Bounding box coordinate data
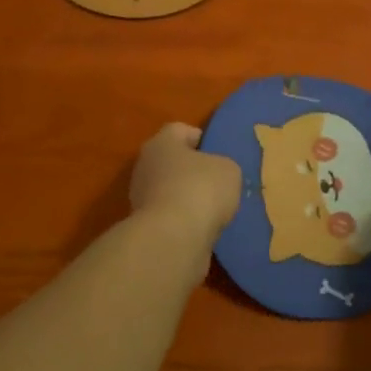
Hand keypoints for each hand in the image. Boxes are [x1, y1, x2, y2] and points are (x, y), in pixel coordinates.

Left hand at [129, 123, 240, 242]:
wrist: (174, 239)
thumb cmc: (200, 189)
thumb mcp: (228, 169)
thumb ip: (222, 166)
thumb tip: (215, 175)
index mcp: (161, 143)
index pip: (179, 130)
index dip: (200, 138)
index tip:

Task details - Your copy should be the entries retyped exactly, with no images in it.

Response area -
Hand keypoints for each hand in the image. Boxes are [x1, y1, x2, y2] and points are (x, y), in pixel coordinates.

Left hand at [129, 123, 240, 242]:
wrist: (174, 239)
thumb cmc: (200, 189)
thumb mcp: (228, 169)
thumb ip: (222, 166)
thumb tip: (215, 175)
index mcp: (161, 143)
index pip: (179, 130)
index dip: (200, 138)
index tip:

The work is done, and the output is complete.